こう太のコーヒーとか

80 苦い苦い飲み物。

コーヒーを飲んでいるときくらいは俯瞰で、じぶんのことを眺めていてもいいとおもうので、ついついひとり、じぶん自身と向き合ってみたり、過去や未来、いまのじぶんについて、おもい巡らせてみたり、しがちだ。
コーヒーが苦い苦い飲み物でよかったな、とおもいます。おかげでぼくはまた、悩んだような顔をしているし、その瞬間きっと、ほんとうに、悩んでいるのでしょう。

嫌なことは嫌、と言いたいし、したいことだけをしていたい、なりたいじぶんにしかなれないのだから、要らないものはぜんぶ捨ててしまえばいい。
じぶん以外はじぶんではない、あたりまえのことがたまにわからなくなる。頭のなかのじぶんは、じぶんにいちばんそっくりな他人で、見間違えては苦しい、見間違えては寂しい、じぶんは実はそこらじゅうにいるんじゃないかって錯覚、いろんなものに同時に頷いている。

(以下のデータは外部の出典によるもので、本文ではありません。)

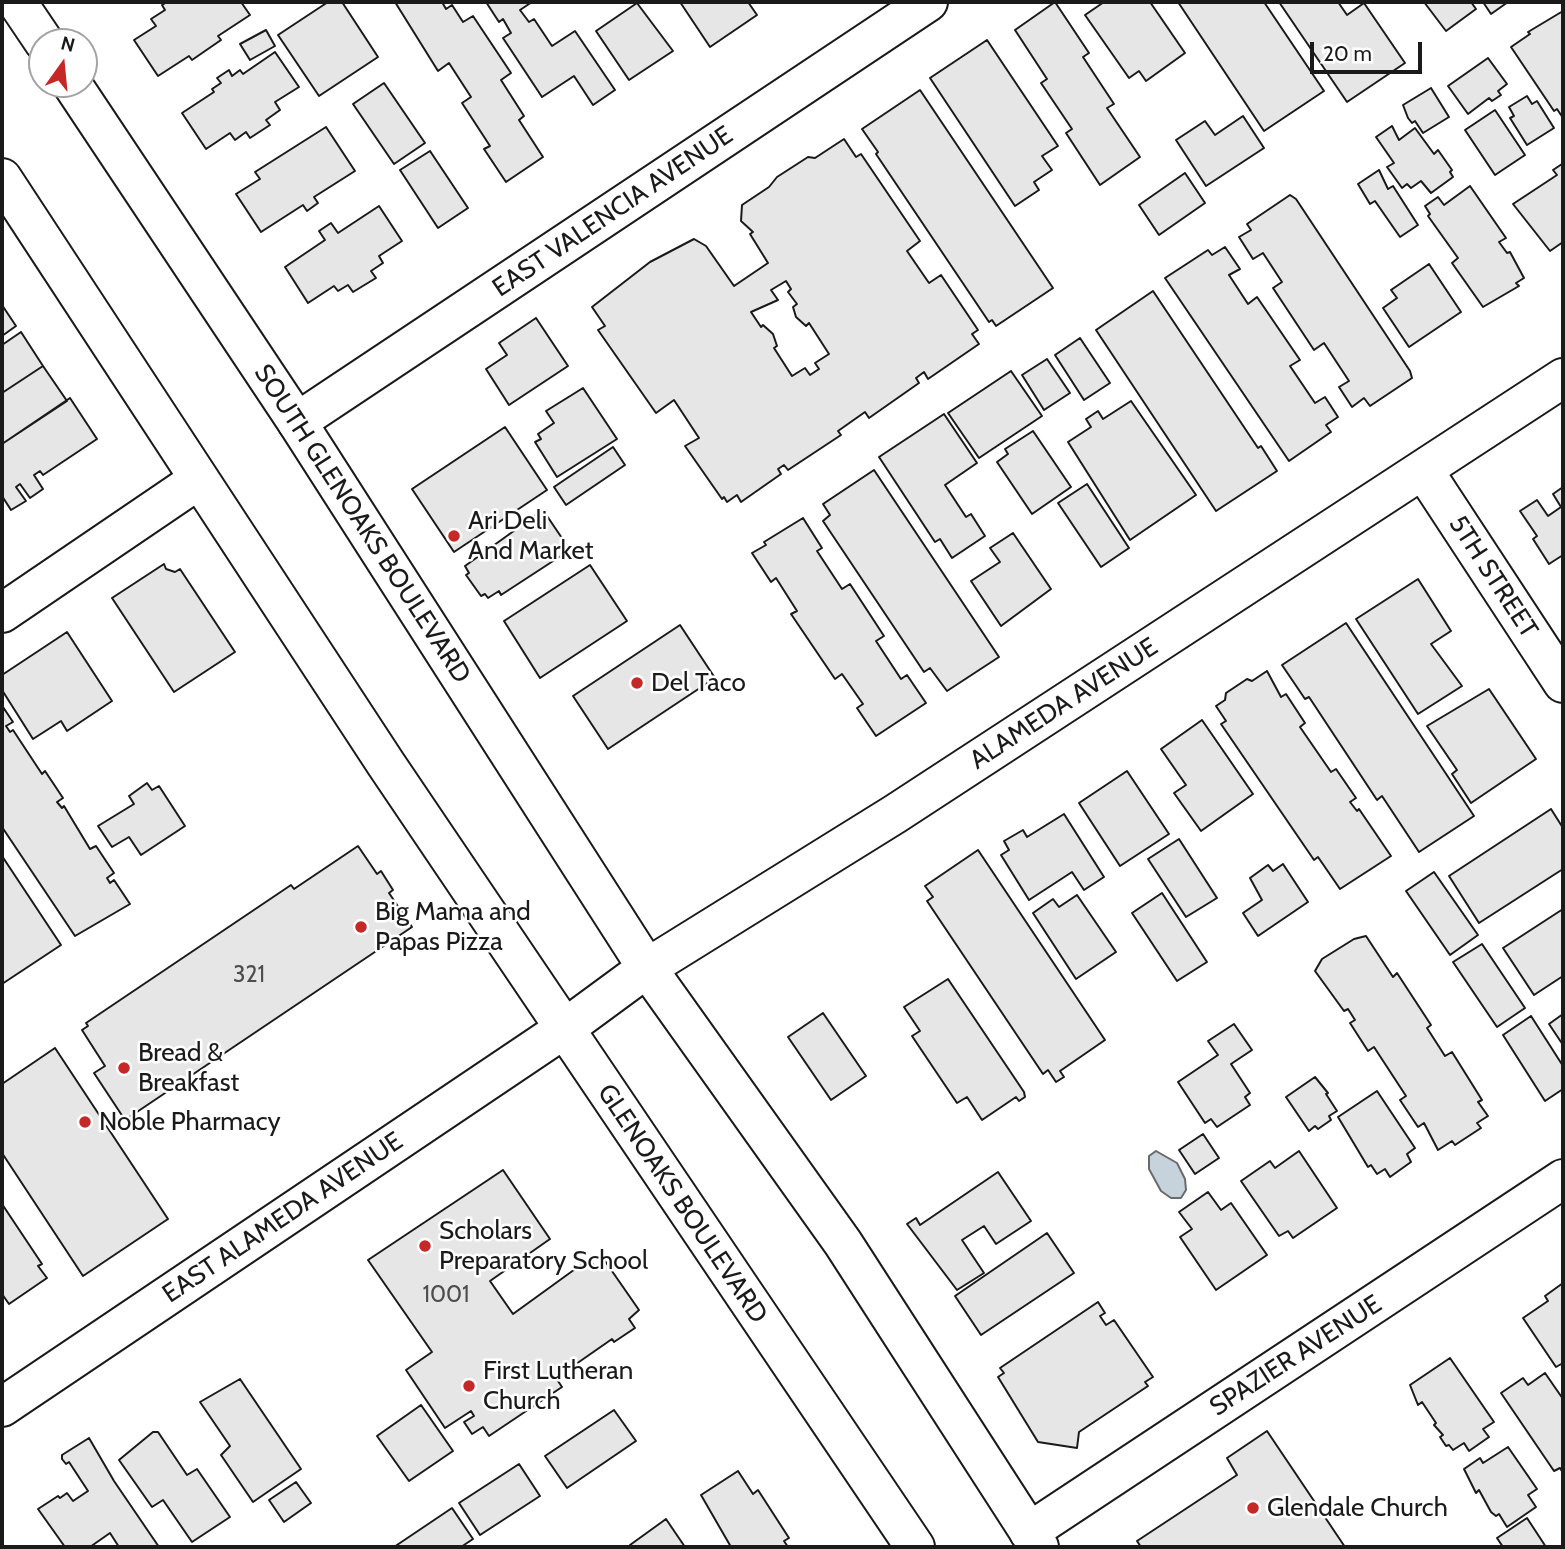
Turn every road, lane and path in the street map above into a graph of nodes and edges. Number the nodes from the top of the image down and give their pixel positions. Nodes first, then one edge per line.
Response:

80 苦い苦い飲み物。 コーヒーを飲んでいるとき、べつにテレビも見ない。スマホも、触らない。ここにひとり、じぶんがひとりだけいるのがわかる。わかるというのは、実感する、ということ。
コーヒーが苦い苦い飲み物でよかった。
ゆっくりと長い時間をかけながら今日もぼくは、じぶんにしかなれない。なりたいじぶんにしかなれなかった。
そういう確認作業のことを、悩む、というのかもしれません。
コーヒーはほんとうに、悩ましい飲み物だ。